[[ DATA PROVIDED, beginning ]]
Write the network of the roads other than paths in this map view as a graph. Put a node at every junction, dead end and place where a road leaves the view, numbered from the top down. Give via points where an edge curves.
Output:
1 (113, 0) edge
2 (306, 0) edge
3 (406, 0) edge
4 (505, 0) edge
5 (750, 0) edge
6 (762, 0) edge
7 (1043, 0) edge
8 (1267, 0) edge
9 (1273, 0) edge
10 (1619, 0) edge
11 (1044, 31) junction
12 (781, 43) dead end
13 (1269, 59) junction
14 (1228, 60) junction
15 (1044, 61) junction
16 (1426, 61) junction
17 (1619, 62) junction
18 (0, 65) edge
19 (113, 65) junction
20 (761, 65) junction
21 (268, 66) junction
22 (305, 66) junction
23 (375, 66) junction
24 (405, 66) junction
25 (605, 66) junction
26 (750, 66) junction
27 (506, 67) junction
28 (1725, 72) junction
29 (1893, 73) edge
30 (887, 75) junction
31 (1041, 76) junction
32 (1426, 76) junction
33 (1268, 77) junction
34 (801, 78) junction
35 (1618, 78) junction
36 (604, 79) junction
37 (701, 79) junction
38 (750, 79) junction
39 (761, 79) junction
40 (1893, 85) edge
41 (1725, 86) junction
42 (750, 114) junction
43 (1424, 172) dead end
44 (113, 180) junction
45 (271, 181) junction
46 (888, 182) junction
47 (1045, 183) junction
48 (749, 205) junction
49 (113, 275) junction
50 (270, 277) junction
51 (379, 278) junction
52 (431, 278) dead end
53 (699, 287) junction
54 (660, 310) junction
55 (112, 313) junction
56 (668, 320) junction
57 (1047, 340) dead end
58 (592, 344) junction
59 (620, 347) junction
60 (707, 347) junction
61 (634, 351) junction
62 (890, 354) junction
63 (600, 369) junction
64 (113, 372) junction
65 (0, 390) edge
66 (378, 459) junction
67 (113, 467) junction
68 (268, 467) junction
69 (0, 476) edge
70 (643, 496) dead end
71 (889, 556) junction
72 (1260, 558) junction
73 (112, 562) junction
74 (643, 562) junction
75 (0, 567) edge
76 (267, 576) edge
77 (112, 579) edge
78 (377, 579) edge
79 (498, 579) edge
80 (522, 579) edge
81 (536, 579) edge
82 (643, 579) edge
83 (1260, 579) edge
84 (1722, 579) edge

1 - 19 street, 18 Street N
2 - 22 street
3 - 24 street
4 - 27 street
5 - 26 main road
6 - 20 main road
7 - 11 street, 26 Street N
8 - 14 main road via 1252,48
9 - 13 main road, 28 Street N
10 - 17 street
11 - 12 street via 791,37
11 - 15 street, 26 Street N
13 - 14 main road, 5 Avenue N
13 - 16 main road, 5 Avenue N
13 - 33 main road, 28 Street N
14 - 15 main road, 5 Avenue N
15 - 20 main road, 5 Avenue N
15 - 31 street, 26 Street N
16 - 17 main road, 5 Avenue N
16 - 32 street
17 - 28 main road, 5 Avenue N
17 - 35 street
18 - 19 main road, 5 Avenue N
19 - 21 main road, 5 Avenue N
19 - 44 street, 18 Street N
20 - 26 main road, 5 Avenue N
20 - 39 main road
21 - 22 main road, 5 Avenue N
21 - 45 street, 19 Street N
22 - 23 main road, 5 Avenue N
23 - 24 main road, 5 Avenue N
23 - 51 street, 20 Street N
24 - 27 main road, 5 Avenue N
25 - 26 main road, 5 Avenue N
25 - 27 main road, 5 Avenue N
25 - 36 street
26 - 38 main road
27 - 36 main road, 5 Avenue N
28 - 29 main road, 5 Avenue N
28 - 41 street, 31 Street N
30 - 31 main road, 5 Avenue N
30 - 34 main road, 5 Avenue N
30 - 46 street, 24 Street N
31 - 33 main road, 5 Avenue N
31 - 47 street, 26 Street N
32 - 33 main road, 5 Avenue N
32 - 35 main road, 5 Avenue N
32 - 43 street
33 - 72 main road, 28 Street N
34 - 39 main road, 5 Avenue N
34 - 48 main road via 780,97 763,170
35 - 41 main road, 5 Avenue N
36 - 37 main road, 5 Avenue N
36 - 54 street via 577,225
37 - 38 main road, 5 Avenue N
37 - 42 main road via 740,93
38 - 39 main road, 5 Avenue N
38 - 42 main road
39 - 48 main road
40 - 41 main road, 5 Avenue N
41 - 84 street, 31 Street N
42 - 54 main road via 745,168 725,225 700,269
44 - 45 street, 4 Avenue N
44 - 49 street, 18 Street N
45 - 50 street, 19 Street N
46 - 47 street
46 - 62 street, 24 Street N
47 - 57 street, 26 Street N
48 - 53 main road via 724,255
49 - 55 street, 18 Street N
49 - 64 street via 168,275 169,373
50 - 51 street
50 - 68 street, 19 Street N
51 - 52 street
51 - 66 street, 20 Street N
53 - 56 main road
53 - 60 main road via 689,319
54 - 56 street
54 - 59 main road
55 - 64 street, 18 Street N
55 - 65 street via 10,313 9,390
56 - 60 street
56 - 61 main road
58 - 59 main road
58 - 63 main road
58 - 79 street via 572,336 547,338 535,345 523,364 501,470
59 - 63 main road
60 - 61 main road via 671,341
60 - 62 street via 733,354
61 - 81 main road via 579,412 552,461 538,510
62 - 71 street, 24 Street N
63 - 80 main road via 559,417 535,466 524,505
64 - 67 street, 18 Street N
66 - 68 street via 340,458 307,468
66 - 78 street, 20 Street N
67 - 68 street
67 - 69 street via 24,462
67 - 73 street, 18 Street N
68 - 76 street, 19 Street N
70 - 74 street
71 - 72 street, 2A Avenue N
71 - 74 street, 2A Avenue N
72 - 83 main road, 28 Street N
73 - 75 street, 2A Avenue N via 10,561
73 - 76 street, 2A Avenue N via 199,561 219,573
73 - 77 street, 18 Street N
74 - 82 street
[[ DATA PROVIDED, end ]]
### WORK ITEM
Every entry must be repeated exactly; none may be skipped.

### ANSWER BOX
Write the network of the roads other than paths in this map view as a graph. Put a node at every junction, dead end and place where a road leaves the view, numbered from the top down. Give via points where an edge curves.
Output:
1 (113, 0) edge
2 (306, 0) edge
3 (406, 0) edge
4 (505, 0) edge
5 (750, 0) edge
6 (762, 0) edge
7 (1043, 0) edge
8 (1267, 0) edge
9 (1273, 0) edge
10 (1619, 0) edge
11 (1044, 31) junction
12 (781, 43) dead end
13 (1269, 59) junction
14 (1228, 60) junction
15 (1044, 61) junction
16 (1426, 61) junction
17 (1619, 62) junction
18 (0, 65) edge
19 (113, 65) junction
20 (761, 65) junction
21 (268, 66) junction
22 (305, 66) junction
23 (375, 66) junction
24 (405, 66) junction
25 (605, 66) junction
26 (750, 66) junction
27 (506, 67) junction
28 (1725, 72) junction
29 (1893, 73) edge
30 (887, 75) junction
31 (1041, 76) junction
32 (1426, 76) junction
33 (1268, 77) junction
34 (801, 78) junction
35 (1618, 78) junction
36 (604, 79) junction
37 (701, 79) junction
38 (750, 79) junction
39 (761, 79) junction
40 (1893, 85) edge
41 (1725, 86) junction
42 (750, 114) junction
43 (1424, 172) dead end
44 (113, 180) junction
45 (271, 181) junction
46 (888, 182) junction
47 (1045, 183) junction
48 (749, 205) junction
49 (113, 275) junction
50 (270, 277) junction
51 (379, 278) junction
52 (431, 278) dead end
53 (699, 287) junction
54 (660, 310) junction
55 (112, 313) junction
56 (668, 320) junction
57 (1047, 340) dead end
58 (592, 344) junction
59 (620, 347) junction
60 (707, 347) junction
61 (634, 351) junction
62 (890, 354) junction
63 (600, 369) junction
64 (113, 372) junction
65 (0, 390) edge
66 (378, 459) junction
67 (113, 467) junction
68 (268, 467) junction
69 (0, 476) edge
70 (643, 496) dead end
71 (889, 556) junction
72 (1260, 558) junction
73 (112, 562) junction
74 (643, 562) junction
75 (0, 567) edge
76 (267, 576) edge
77 (112, 579) edge
78 (377, 579) edge
79 (498, 579) edge
80 (522, 579) edge
81 (536, 579) edge
82 (643, 579) edge
83 (1260, 579) edge
84 (1722, 579) edge

1 - 19 street, 18 Street N
2 - 22 street
3 - 24 street
4 - 27 street
5 - 26 main road
6 - 20 main road
7 - 11 street, 26 Street N
8 - 14 main road via 1252,48
9 - 13 main road, 28 Street N
10 - 17 street
11 - 12 street via 791,37
11 - 15 street, 26 Street N
13 - 14 main road, 5 Avenue N
13 - 16 main road, 5 Avenue N
13 - 33 main road, 28 Street N
14 - 15 main road, 5 Avenue N
15 - 20 main road, 5 Avenue N
15 - 31 street, 26 Street N
16 - 17 main road, 5 Avenue N
16 - 32 street
17 - 28 main road, 5 Avenue N
17 - 35 street
18 - 19 main road, 5 Avenue N
19 - 21 main road, 5 Avenue N
19 - 44 street, 18 Street N
20 - 26 main road, 5 Avenue N
20 - 39 main road
21 - 22 main road, 5 Avenue N
21 - 45 street, 19 Street N
22 - 23 main road, 5 Avenue N
23 - 24 main road, 5 Avenue N
23 - 51 street, 20 Street N
24 - 27 main road, 5 Avenue N
25 - 26 main road, 5 Avenue N
25 - 27 main road, 5 Avenue N
25 - 36 street
26 - 38 main road
27 - 36 main road, 5 Avenue N
28 - 29 main road, 5 Avenue N
28 - 41 street, 31 Street N
30 - 31 main road, 5 Avenue N
30 - 34 main road, 5 Avenue N
30 - 46 street, 24 Street N
31 - 33 main road, 5 Avenue N
31 - 47 street, 26 Street N
32 - 33 main road, 5 Avenue N
32 - 35 main road, 5 Avenue N
32 - 43 street
33 - 72 main road, 28 Street N
34 - 39 main road, 5 Avenue N
34 - 48 main road via 780,97 763,170
35 - 41 main road, 5 Avenue N
36 - 37 main road, 5 Avenue N
36 - 54 street via 577,225
37 - 38 main road, 5 Avenue N
37 - 42 main road via 740,93
38 - 39 main road, 5 Avenue N
38 - 42 main road
39 - 48 main road
40 - 41 main road, 5 Avenue N
41 - 84 street, 31 Street N
42 - 54 main road via 745,168 725,225 700,269
44 - 45 street, 4 Avenue N
44 - 49 street, 18 Street N
45 - 50 street, 19 Street N
46 - 47 street
46 - 62 street, 24 Street N
47 - 57 street, 26 Street N
48 - 53 main road via 724,255
49 - 55 street, 18 Street N
49 - 64 street via 168,275 169,373
50 - 51 street
50 - 68 street, 19 Street N
51 - 52 street
51 - 66 street, 20 Street N
53 - 56 main road
53 - 60 main road via 689,319
54 - 56 street
54 - 59 main road
55 - 64 street, 18 Street N
55 - 65 street via 10,313 9,390
56 - 60 street
56 - 61 main road
58 - 59 main road
58 - 63 main road
58 - 79 street via 572,336 547,338 535,345 523,364 501,470
59 - 63 main road
60 - 61 main road via 671,341
60 - 62 street via 733,354
61 - 81 main road via 579,412 552,461 538,510
62 - 71 street, 24 Street N
63 - 80 main road via 559,417 535,466 524,505
64 - 67 street, 18 Street N
66 - 68 street via 340,458 307,468
66 - 78 street, 20 Street N
67 - 68 street
67 - 69 street via 24,462
67 - 73 street, 18 Street N
68 - 76 street, 19 Street N
70 - 74 street
71 - 72 street, 2A Avenue N
71 - 74 street, 2A Avenue N
72 - 83 main road, 28 Street N
73 - 75 street, 2A Avenue N via 10,561
73 - 76 street, 2A Avenue N via 199,561 219,573
73 - 77 street, 18 Street N
74 - 82 street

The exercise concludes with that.